Reading down the listing below, count the lines where the word "Calle" shows up, then give only that count.

[Start of Attachment]

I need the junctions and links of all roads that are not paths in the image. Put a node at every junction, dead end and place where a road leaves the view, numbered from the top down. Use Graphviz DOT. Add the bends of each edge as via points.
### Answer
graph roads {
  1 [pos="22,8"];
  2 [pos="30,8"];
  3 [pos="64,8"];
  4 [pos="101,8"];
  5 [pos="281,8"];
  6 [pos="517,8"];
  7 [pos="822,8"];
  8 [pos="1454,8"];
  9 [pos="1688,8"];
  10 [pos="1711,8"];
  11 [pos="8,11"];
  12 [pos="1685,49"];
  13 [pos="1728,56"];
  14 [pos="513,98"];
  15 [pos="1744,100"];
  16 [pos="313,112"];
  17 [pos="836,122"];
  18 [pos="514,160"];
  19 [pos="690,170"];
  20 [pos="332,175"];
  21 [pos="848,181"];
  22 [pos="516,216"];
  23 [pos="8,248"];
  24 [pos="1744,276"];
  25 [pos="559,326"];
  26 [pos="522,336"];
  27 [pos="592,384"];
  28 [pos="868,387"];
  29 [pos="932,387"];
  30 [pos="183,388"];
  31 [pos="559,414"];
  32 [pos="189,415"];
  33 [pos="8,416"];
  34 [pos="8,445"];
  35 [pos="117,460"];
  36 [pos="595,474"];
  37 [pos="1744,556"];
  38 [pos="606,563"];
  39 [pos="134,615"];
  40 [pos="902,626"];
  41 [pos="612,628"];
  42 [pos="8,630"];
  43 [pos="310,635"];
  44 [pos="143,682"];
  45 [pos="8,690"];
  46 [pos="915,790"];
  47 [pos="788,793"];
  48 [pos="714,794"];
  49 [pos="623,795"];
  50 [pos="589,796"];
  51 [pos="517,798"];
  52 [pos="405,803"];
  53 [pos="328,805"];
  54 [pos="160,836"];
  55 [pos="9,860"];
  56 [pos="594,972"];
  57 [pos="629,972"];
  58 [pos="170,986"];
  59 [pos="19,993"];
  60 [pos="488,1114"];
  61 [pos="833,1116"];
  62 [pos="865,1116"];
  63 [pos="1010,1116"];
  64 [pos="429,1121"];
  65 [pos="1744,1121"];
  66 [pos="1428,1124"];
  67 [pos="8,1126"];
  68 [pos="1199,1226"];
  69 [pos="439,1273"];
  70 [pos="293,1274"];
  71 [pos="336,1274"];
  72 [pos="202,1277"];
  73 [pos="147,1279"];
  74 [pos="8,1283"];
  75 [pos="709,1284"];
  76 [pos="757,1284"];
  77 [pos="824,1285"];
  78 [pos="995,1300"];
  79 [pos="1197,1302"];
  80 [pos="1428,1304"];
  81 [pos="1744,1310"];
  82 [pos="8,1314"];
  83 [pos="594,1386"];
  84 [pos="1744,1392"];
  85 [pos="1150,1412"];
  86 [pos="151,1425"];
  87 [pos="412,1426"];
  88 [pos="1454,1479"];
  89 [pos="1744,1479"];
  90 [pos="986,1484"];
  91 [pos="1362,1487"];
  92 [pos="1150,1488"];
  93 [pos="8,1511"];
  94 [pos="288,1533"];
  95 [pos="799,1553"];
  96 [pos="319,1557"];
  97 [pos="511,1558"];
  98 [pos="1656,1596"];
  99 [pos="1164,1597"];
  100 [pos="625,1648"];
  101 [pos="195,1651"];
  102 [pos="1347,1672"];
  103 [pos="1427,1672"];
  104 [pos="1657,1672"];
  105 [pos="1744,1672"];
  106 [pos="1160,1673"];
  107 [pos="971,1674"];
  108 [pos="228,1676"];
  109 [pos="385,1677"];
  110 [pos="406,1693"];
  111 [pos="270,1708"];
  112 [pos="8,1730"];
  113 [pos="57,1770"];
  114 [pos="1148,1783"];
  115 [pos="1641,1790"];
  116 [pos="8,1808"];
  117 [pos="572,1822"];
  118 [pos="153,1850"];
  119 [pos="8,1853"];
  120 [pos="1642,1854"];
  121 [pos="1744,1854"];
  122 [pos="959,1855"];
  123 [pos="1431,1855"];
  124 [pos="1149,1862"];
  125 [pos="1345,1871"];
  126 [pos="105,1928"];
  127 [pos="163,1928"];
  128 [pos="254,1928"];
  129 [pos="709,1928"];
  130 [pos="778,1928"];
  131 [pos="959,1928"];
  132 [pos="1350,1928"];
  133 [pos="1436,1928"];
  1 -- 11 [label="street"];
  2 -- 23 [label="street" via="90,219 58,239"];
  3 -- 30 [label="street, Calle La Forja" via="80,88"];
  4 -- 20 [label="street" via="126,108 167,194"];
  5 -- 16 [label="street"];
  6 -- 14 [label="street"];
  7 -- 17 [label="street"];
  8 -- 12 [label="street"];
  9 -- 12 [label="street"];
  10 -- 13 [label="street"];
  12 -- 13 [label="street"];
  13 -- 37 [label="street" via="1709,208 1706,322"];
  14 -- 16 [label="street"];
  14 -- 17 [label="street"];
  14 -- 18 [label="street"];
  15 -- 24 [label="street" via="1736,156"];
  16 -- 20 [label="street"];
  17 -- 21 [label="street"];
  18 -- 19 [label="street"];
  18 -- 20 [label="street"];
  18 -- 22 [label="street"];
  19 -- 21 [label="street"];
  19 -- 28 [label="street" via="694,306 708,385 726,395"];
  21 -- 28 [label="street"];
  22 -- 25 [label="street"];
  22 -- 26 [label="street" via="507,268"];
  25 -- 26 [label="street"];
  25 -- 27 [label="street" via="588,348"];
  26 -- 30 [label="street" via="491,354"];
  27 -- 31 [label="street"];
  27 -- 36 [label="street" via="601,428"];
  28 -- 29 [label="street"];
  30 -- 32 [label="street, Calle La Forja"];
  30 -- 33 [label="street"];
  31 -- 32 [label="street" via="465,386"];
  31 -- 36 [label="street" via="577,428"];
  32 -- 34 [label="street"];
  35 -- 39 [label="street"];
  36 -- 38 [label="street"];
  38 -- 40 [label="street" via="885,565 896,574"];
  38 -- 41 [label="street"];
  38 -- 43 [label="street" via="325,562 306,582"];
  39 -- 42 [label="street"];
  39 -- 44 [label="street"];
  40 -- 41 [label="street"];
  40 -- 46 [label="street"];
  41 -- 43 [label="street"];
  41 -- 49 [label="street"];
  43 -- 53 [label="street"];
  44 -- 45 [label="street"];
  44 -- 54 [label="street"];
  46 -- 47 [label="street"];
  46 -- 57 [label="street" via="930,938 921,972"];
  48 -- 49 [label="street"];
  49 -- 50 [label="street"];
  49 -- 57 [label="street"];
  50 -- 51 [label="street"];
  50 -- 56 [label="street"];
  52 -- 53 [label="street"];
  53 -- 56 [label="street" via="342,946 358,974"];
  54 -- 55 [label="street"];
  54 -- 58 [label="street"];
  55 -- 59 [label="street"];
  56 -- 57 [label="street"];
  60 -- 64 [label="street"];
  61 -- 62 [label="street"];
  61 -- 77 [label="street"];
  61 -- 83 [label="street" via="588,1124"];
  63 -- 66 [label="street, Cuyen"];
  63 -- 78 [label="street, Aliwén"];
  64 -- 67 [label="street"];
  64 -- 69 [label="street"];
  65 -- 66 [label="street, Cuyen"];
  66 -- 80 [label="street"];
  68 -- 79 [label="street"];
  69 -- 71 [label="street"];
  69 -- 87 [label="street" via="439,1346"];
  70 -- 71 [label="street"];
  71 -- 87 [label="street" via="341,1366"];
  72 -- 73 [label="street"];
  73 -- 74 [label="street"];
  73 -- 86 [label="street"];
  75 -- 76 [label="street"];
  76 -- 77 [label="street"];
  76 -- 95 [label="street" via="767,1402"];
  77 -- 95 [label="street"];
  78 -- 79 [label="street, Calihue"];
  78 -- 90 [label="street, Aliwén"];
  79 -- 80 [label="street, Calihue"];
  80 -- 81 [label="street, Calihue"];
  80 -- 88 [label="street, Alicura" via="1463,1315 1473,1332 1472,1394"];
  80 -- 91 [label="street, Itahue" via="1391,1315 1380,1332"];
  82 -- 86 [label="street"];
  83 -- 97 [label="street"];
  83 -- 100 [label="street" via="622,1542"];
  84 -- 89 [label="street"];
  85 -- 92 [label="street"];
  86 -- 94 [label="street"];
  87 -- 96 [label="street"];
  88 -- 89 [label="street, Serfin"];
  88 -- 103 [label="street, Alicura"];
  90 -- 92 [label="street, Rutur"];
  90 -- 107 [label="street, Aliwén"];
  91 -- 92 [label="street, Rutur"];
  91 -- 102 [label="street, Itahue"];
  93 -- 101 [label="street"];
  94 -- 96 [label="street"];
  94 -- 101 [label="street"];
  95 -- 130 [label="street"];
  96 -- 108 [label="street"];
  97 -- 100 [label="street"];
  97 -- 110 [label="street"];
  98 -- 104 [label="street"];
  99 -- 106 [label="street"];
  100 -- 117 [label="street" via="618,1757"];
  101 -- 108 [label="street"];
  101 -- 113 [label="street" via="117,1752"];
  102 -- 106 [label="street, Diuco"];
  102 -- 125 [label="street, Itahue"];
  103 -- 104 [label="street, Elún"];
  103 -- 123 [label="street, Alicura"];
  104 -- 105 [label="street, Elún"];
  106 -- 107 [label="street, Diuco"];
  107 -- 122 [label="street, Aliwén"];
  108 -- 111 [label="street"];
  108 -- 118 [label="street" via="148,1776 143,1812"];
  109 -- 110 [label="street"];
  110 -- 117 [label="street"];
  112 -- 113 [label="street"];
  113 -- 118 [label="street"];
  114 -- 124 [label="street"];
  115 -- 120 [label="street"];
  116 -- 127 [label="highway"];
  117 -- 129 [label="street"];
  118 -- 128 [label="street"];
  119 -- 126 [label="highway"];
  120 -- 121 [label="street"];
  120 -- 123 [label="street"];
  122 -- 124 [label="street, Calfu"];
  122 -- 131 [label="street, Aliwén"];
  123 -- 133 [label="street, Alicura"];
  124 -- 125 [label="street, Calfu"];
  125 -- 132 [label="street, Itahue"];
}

[End of Attachment]

YOUR SOLUTION
2